An Obsession with the Infinite
May 22, 2018 | By Eve Tolpa
While Zhen Liang (SF14) was growing up in Jining, a city in the Shandong province of China, becoming a philosopher never entered her mind.
The subject itself was barely on her radar.
“I thought all philosophers died 2,000 years ago,” she says. “I didn't know there were practicing philosophers in the world.”
She did know, however, that she was drawn to the humanities, and that interest led her to study law in her home country.
“But I was never satisfied,” Liang says. “There were always these deeper questions. What is justice? What is law? Why is there law?”
As a college sophomore in China, she decided to cut short her legal education and enroll at St.
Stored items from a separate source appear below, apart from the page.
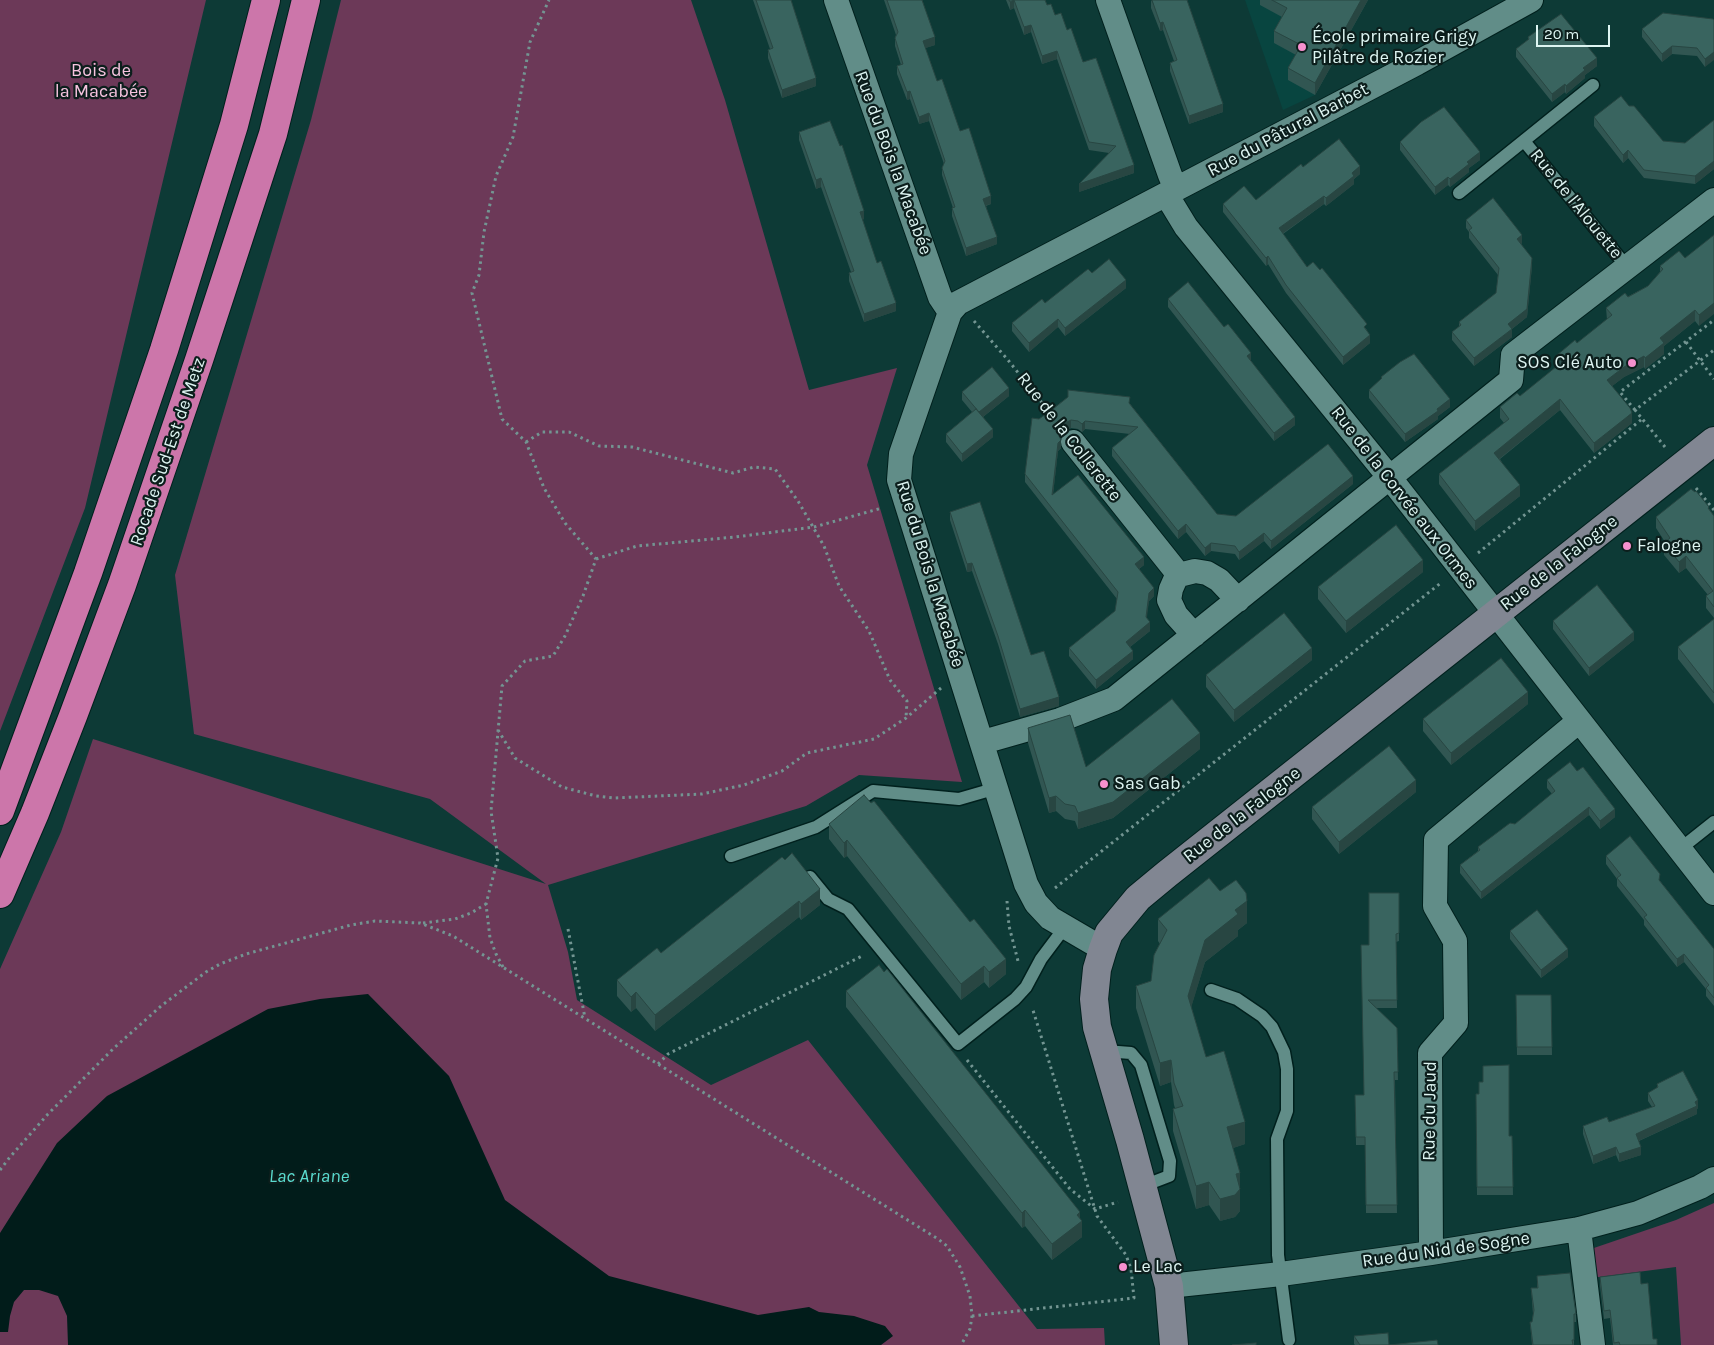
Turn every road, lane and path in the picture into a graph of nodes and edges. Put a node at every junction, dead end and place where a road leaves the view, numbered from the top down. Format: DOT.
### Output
graph roads {
  1 [pos="266,0"];
  2 [pos="306,0"];
  3 [pos="549,0"];
  4 [pos="836,0"];
  5 [pos="1108,0"];
  6 [pos="1531,0"];
  7 [pos="1593,85"];
  8 [pos="1524,141"];
  9 [pos="1172,191"];
  10 [pos="1459,193"];
  11 [pos="1714,200"];
  12 [pos="1627,266"];
  13 [pos="950,312"];
  14 [pos="1714,320"];
  15 [pos="1686,342"];
  16 [pos="1714,350"];
  17 [pos="1700,361"];
  18 [pos="1714,379"];
  19 [pos="1635,410"];
  20 [pos="1642,419"];
  21 [pos="1714,440"];
  22 [pos="526,442"];
  23 [pos="1073,442"];
  24 [pos="1680,467"];
  25 [pos="1390,478"];
  26 [pos="886,507"];
  27 [pos="814,527"];
  28 [pos="596,559"];
  29 [pos="1460,567"];
  30 [pos="1179,575"];
  31 [pos="1238,600"];
  32 [pos="1495,614"];
  33 [pos="1194,635"];
  34 [pos="943,686"];
  35 [pos="906,718"];
  36 [pos="1579,721"];
  37 [pos="497,730"];
  38 [pos="983,742"];
  39 [pos="997,788"];
  40 [pos="0,811"];
  41 [pos="1714,822"];
  42 [pos="1680,849"];
  43 [pos="731,856"];
  44 [pos="802,867"];
  45 [pos="1714,893"];
  46 [pos="0,894"];
  47 [pos="1007,900"];
  48 [pos="1036,903"];
  49 [pos="486,904"];
  50 [pos="420,923"];
  51 [pos="1065,927"];
  52 [pos="568,929"];
  53 [pos="879,947"];
  54 [pos="1103,949"];
  55 [pos="504,968"];
  56 [pos="1026,987"];
  57 [pos="1211,990"];
  58 [pos="585,1018"];
  59 [pos="958,1044"];
  60 [pos="658,1064"];
  61 [pos="0,1170"];
  62 [pos="1714,1180"];
  63 [pos="1118,1202"];
  64 [pos="1095,1209"];
  65 [pos="1579,1229"];
  66 [pos="1431,1253"];
  67 [pos="1280,1274"];
  68 [pos="1169,1286"];
  69 [pos="972,1316"];
  70 [pos="1289,1340"];
  71 [pos="962,1345"];
  72 [pos="1174,1345"];
  73 [pos="1593,1345"];
  1 -- 40 [label="highway, Rocade Sud-Est de Metz"];
  2 -- 46 [label="highway, Rocade Sud-Est de Metz"];
  3 -- 22 [label="path"];
  4 -- 13 [label="street, Rue du Bois la Macabée"];
  5 -- 9 [label="street"];
  6 -- 9 [label="street, Rue du Pâtural Barbet"];
  7 -- 8 [label="lane, Rue de l'Alouette"];
  8 -- 10 [label="lane, Rue de l'Alouette"];
  8 -- 12 [label="lane, Rue de l'Alouette"];
  9 -- 13 [label="street, Rue du Pâtural Barbet"];
  9 -- 25 [label="street, Rue de la Corvée aux Ormes"];
  11 -- 12 [label="street, Rue de l'Alouette"];
  12 -- 25 [label="street, Rue de l'Alouette"];
  13 -- 23 [label="path, Rue de la Collerette"];
  13 -- 38 [label="street, Rue du Bois la Macabée"];
  14 -- 15 [label="path"];
  15 -- 17 [label="path"];
  15 -- 19 [label="path"];
  16 -- 17 [label="path"];
  17 -- 18 [label="path"];
  17 -- 19 [label="path"];
  19 -- 20 [label="path"];
  20 -- 24 [label="path"];
  20 -- 29 [label="path"];
  21 -- 24 [label="street, Rue de la Falogne"];
  22 -- 27 [label="path"];
  22 -- 28 [label="path"];
  23 -- 30 [label="street, Rue de la Collerette"];
  24 -- 32 [label="street, Rue de la Falogne"];
  25 -- 29 [label="street, Rue de la Corvée aux Ormes"];
  25 -- 31 [label="street"];
  26 -- 27 [label="path"];
  27 -- 28 [label="path"];
  27 -- 35 [label="path"];
  28 -- 37 [label="path"];
  29 -- 32 [label="street, Rue de la Corvée aux Ormes"];
  29 -- 48 [label="path"];
  30 -- 31 [label="street"];
  30 -- 33 [label="street"];
  31 -- 33 [label="street"];
  32 -- 36 [label="street, Rue de la Corvée aux Ormes"];
  32 -- 54 [label="street, Rue de la Falogne"];
  33 -- 38 [label="street"];
  34 -- 35 [label="path"];
  35 -- 37 [label="path"];
  36 -- 42 [label="street, Rue de la Corvée aux Ormes"];
  36 -- 66 [label="street, Rue du Jaud"];
  37 -- 49 [label="path"];
  38 -- 39 [label="street, Rue du Bois la Macabée"];
  39 -- 43 [label="lane"];
  39 -- 48 [label="street, Rue du Bois la Macabée"];
  41 -- 42 [label="lane"];
  42 -- 45 [label="street, Rue de la Corvée aux Ormes"];
  44 -- 53 [label="lane"];
  47 -- 56 [label="path"];
  48 -- 51 [label="street, Rue du Bois la Macabée"];
  49 -- 50 [label="path"];
  49 -- 55 [label="path"];
  50 -- 55 [label="path"];
  50 -- 61 [label="path"];
  51 -- 54 [label="street, Rue du Bois la Macabée"];
  51 -- 56 [label="lane"];
  52 -- 58 [label="path"];
  53 -- 59 [label="lane"];
  53 -- 60 [label="path"];
  54 -- 68 [label="street, Rue de la Falogne"];
  55 -- 58 [label="path"];
  56 -- 59 [label="lane"];
  56 -- 64 [label="path"];
  57 -- 67 [label="lane"];
  58 -- 60 [label="path"];
  59 -- 64 [label="path"];
  60 -- 69 [label="path"];
  62 -- 65 [label="street, Rue du Nid de Sogne"];
  63 -- 64 [label="path"];
  64 -- 69 [label="path"];
  65 -- 66 [label="street, Rue du Nid de Sogne"];
  65 -- 73 [label="street"];
  66 -- 67 [label="street, Rue du Nid de Sogne"];
  67 -- 68 [label="street, Rue du Nid de Sogne"];
  67 -- 70 [label="lane"];
  68 -- 72 [label="street, Rue de la Falogne"];
  69 -- 71 [label="path"];
}
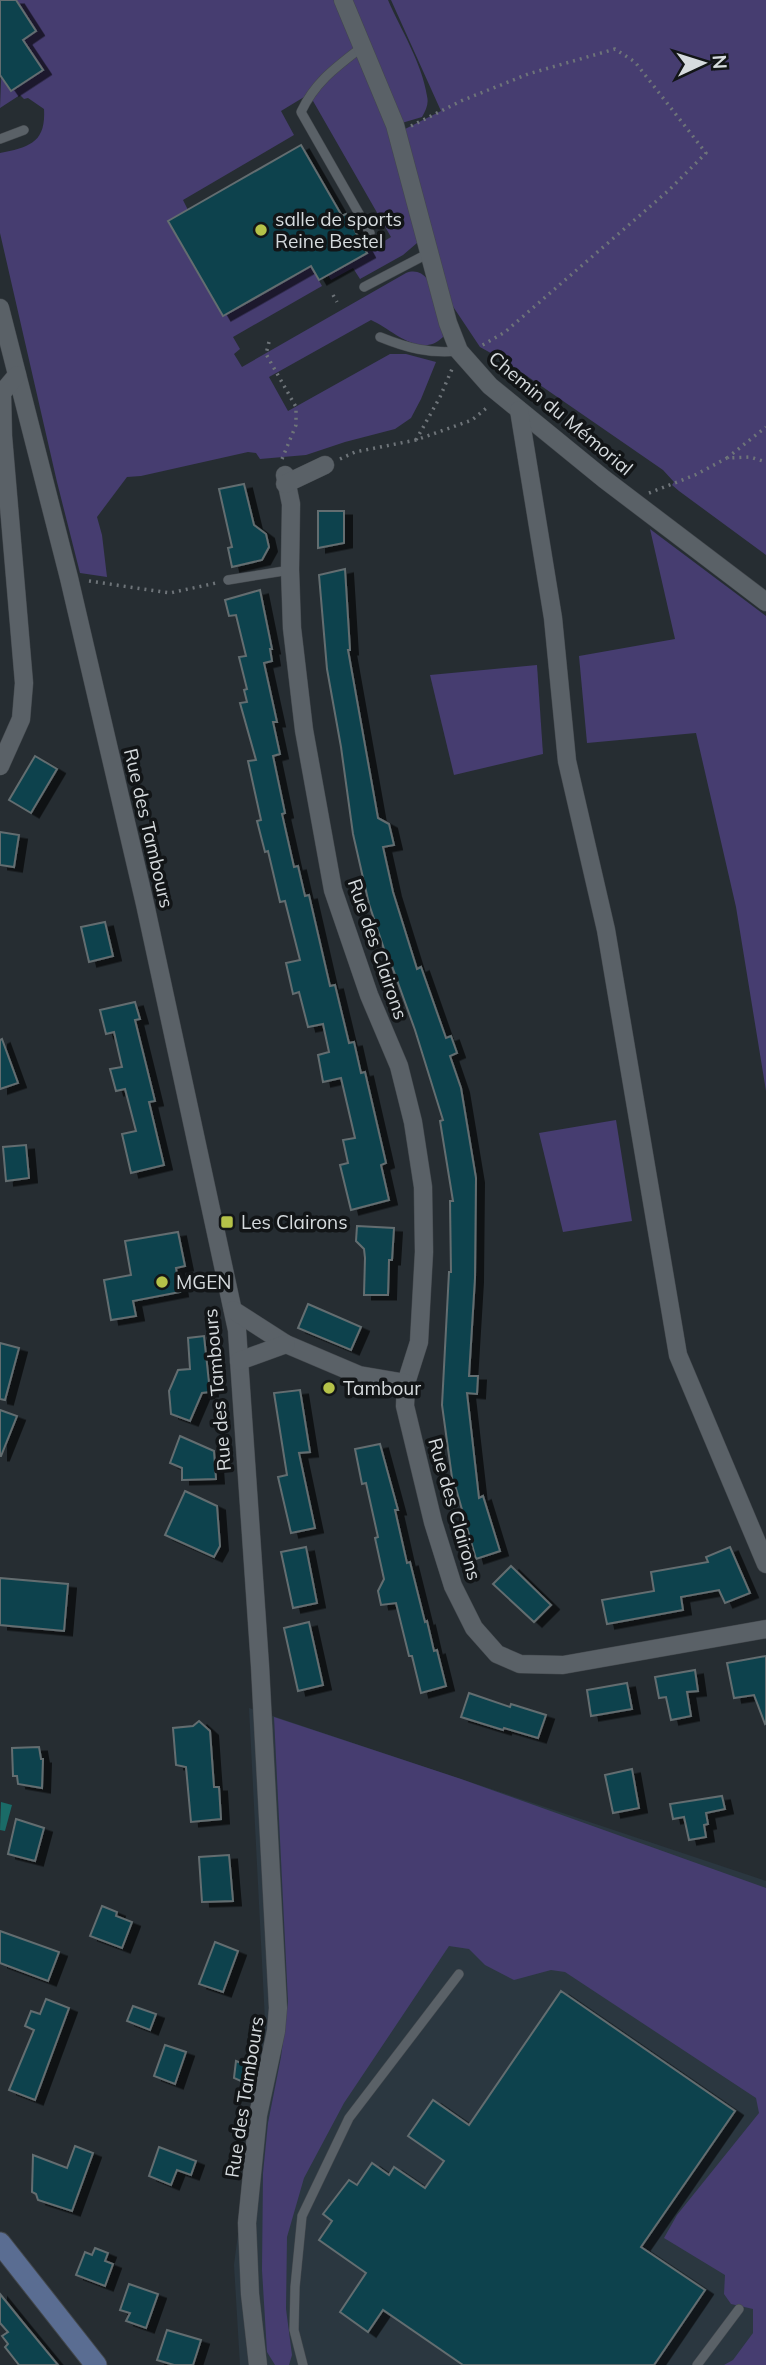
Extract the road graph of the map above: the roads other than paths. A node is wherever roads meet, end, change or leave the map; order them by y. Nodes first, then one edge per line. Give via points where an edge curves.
1 (343, 0) edge
2 (362, 47) junction
3 (23, 131) dead end
4 (0, 139) edge
5 (370, 233) dead end
6 (429, 253) junction
7 (364, 287) dead end
8 (0, 308) edge
9 (380, 337) dead end
10 (459, 351) junction
11 (17, 375) junction
12 (513, 405) junction
13 (325, 465) road end
14 (290, 570) junction
15 (228, 580) road end
16 (766, 602) edge
17 (0, 766) edge
18 (233, 1310) junction
19 (286, 1344) junction
20 (239, 1361) junction
21 (406, 1383) junction
22 (766, 1564) edge
23 (766, 1629) edge
24 (459, 1974) dead end
25 (0, 2243) edge
26 (739, 2309) dead end
27 (96, 2365) edge
28 (258, 2365) edge
29 (303, 2365) edge
30 (696, 2365) edge

1 - 2 street, Chemin du Mémorial
2 - 5 lane via 323,78 301,112
2 - 6 street, Chemin du Mémorial via 397,134
3 - 4 lane
6 - 7 lane
6 - 10 street, Chemin du Mémorial
8 - 11 street, Rue des Tambours
9 - 10 lane via 414,350
10 - 12 street, Chemin du Mémorial
11 - 17 street via 2,393 24,683 21,719
11 - 18 street, Rue des Tambours via 145,904
12 - 16 street, Chemin du Mémorial
12 - 22 street via 553,618 567,761 606,930 678,1355
13 - 14 street, Rue des Clairons via 285,480 291,503
14 - 15 lane
14 - 21 street, Rue des Clairons via 304,730 333,890 399,1066 423,1187 419,1342
18 - 19 street
18 - 20 street, Rue des Tambours
19 - 20 street
19 - 21 street via 359,1375
20 - 28 street, Rue des Tambours via 278,2008 258,2115 247,2222
21 - 23 street, Rue des Clairons via 405,1406 453,1586 474,1628 497,1654 520,1664 564,1665
24 - 29 lane via 348,2118 302,2216 294,2330
25 - 27 main road
26 - 30 lane

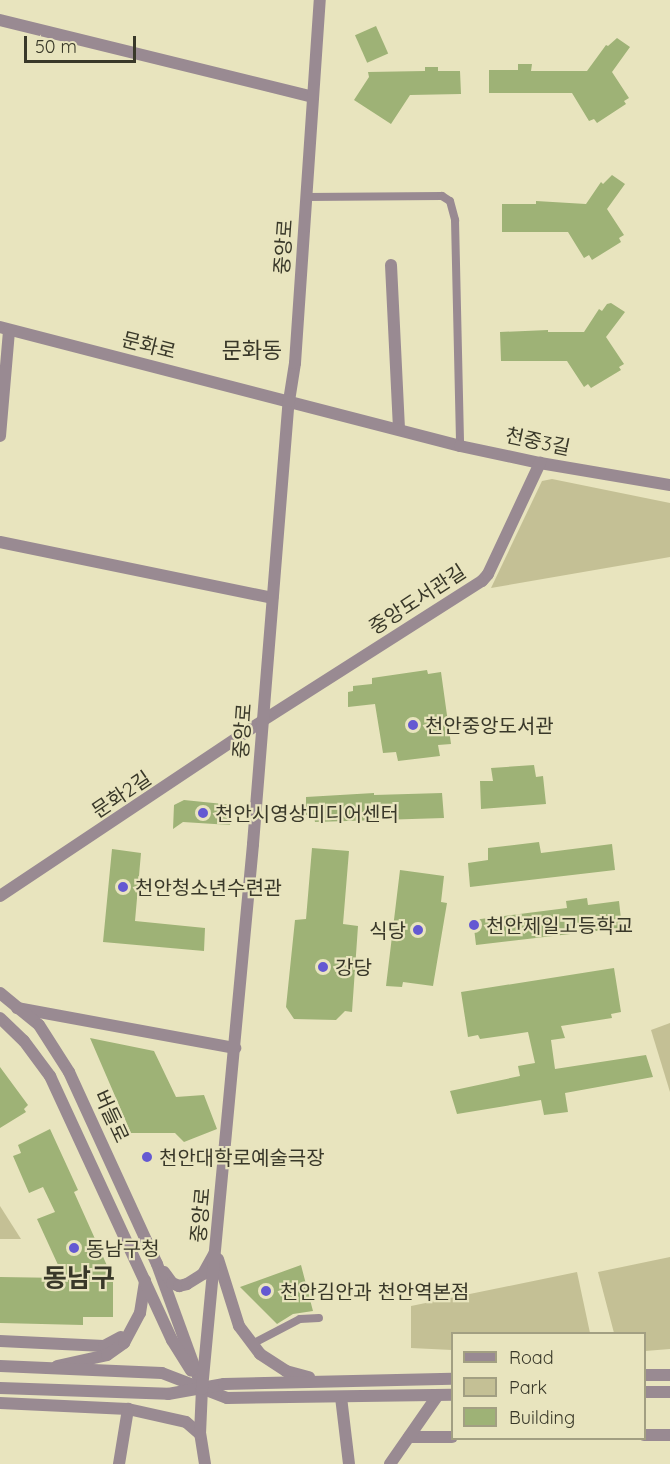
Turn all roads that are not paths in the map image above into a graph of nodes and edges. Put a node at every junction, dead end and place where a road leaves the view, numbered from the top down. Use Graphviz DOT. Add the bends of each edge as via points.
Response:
graph roads {
  1 [pos="320,0"];
  2 [pos="0,20"];
  3 [pos="314,97"];
  4 [pos="306,197"];
  5 [pos="391,265"];
  6 [pos="5,329"];
  7 [pos="289,401"];
  8 [pos="399,429"];
  9 [pos="0,436"];
  10 [pos="460,446"];
  11 [pos="540,463"];
  12 [pos="670,485"];
  13 [pos="0,542"];
  14 [pos="272,598"];
  15 [pos="262,721"];
  16 [pos="0,896"];
  17 [pos="0,993"];
  18 [pos="17,1008"];
  19 [pos="0,1018"];
  20 [pos="235,1048"];
  21 [pos="216,1251"];
  22 [pos="157,1264"];
  23 [pos="145,1280"];
  24 [pos="319,1318"];
  25 [pos="131,1328"];
  26 [pos="0,1341"];
  27 [pos="252,1344"];
  28 [pos="0,1366"];
  29 [pos="49,1368"];
  30 [pos="670,1375"];
  31 [pos="646,1376"];
  32 [pos="451,1379"];
  33 [pos="325,1381"];
  34 [pos="0,1388"];
  35 [pos="202,1389"];
  36 [pos="646,1392"];
  37 [pos="670,1392"];
  38 [pos="438,1395"];
  39 [pos="451,1395"];
  40 [pos="341,1397"];
  41 [pos="0,1403"];
  42 [pos="128,1409"];
  43 [pos="200,1434"];
  44 [pos="670,1435"];
  45 [pos="646,1436"];
  46 [pos="409,1437"];
  47 [pos="451,1437"];
  48 [pos="119,1464"];
  49 [pos="205,1464"];
  50 [pos="349,1464"];
  51 [pos="390,1464"];
  1 -- 3 [label="street, 중앙로"];
  2 -- 3 [label="street"];
  3 -- 4 [label="street, 중앙로"];
  4 -- 7 [label="street, 중앙로"];
  4 -- 10 [label="lane" via="442,196 450,201 455,220"];
  5 -- 8 [label="street"];
  6 -- 7 [label="street, 문화로"];
  6 -- 9 [label="street"];
  7 -- 8 [label="street, 천중3길"];
  7 -- 14 [label="street, 중앙로"];
  8 -- 10 [label="street, 천중3길"];
  10 -- 11 [label="street, 천중3길"];
  11 -- 12 [label="street, 천중3길"];
  11 -- 15 [label="street, 중앙도서관길" via="482,581"];
  13 -- 14 [label="street"];
  14 -- 15 [label="street, 중앙로"];
  15 -- 16 [label="street, 문화2길"];
  15 -- 20 [label="street, 중앙로"];
  17 -- 18 [label="street, 버들로"];
  18 -- 20 [label="street"];
  18 -- 22 [label="street, 버들로" via="39,1025 69,1072"];
  19 -- 23 [label="street, 버들로" via="24,1041 50,1076"];
  20 -- 21 [label="street, 중앙로"];
  21 -- 22 [label="street" via="203,1274 180,1286"];
  21 -- 27 [label="street" via="239,1326"];
  21 -- 35 [label="street, 중앙로"];
  22 -- 35 [label="street, 버들로"];
  23 -- 25 [label="street" via="140,1313"];
  23 -- 35 [label="street, 버들로" via="172,1340"];
  24 -- 27 [label="lane" via="300,1319"];
  25 -- 26 [label="street" via="104,1346"];
  25 -- 29 [label="street" via="124,1343 107,1355"];
  27 -- 33 [label="street" via="286,1371"];
  28 -- 29 [label="street"];
  29 -- 35 [label="street" via="162,1373"];
  30 -- 31 [label="street"];
  32 -- 33 [label="street"];
  33 -- 35 [label="street" via="224,1384"];
  34 -- 35 [label="street" via="168,1394"];
  35 -- 40 [label="street" via="227,1398"];
  35 -- 43 [label="street, 중앙로"];
  36 -- 37 [label="street"];
  38 -- 39 [label="street"];
  38 -- 40 [label="street"];
  38 -- 46 [label="street"];
  40 -- 50 [label="street"];
  41 -- 42 [label="street"];
  42 -- 43 [label="street" via="186,1422"];
  42 -- 48 [label="street"];
  43 -- 49 [label="street, 중앙로"];
  44 -- 45 [label="street"];
  46 -- 47 [label="street"];
  46 -- 51 [label="street"];
}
John’s instead. It was here that she ended up encountering the questions that continue to define her intellectual life, even though philosophy did not present itself as an obvious pursuit at first.
“It was the most remote to my tradition,” she says. “It was pretty hard for me at the beginning. It was hard to relate to.”
Liang’s relationship with philosophy changed over time, through several turning points in her education. The first came in her freshman year, when she was introduced to Zeno’s paradox.
“He somehow proved that motion is an illusion,” she says. “From our everyday experience, we know that motion exists. So how is this possible? How can we have such a beautiful piece of sophistry when we all know motion exists and experience it in our lives? It comes down to the problem of the infinite. How we utilize the infinite and how he utilized it.”
Then, the summer after her sophomore year, an Ariel Internship award allowed Liang to explore political economy in Duke University’s political science department. From that experience, she concluded, “Those were not the questions I wanted to ask.”
Her conclusion was reinforced during junior year math, while she was studying calculus and Newton. Liang recalls that tutor Russell Winslow “helped me see that there is a philosophical and metaphysical layer under that beautiful mathematical system laid out in Newton’s Principia.”
With Winslow as her advisor, she wrote her senior essay on Newton and calculus.
Now Liang is at DePaul University pursuing a PhD in philosophy, with a math component.
“I'm really interested in the ontological status of the infinite,” she says.
“Why I am obsessed with this question is (that) we often use calculus without questioning the foundations. We assume the basis for calculus is self-evident, made up of concrete truths. Instead, there is so much nuance at a foundational level. I’m into what philosophical and metaphysical presuppositions underlie the practice. When we ask these kinds of questions, we see the paradigm shift. When we start at this fundamental level, we find out that the deductive system that we place so much trust in is not true and timeless and self-evidently correct. It has a human origin, and it’s a construct.”
DePaul has proven to be a good fit for Liang. One reason is the strength of the university’s continental philosophy program, in which Liang is enrolled—although she is quick to point out that her particular focus doesn’t fit neatly into the defined philosophical camps.
“This weird hybrid interest doesn’t place me in either a continental or analytical program,” she says.
The other is the university’s reputation of receptivity to Johnnies.
“They respect the St. John’s Program,” Liang says. “They told me that they want more people who come out of a program like this to come to DePaul.”
An influx of interdisciplinary thinkers would likely result in Liang feeling less alone in her field.
“Not a lot of colleagues are doing what I’m doing,” she admits.
But she’s passionate about the questions that continue to propel her forward.
“Motion, infinity, continuity, indivisibility, space, and time—these are the things that forever bother me.”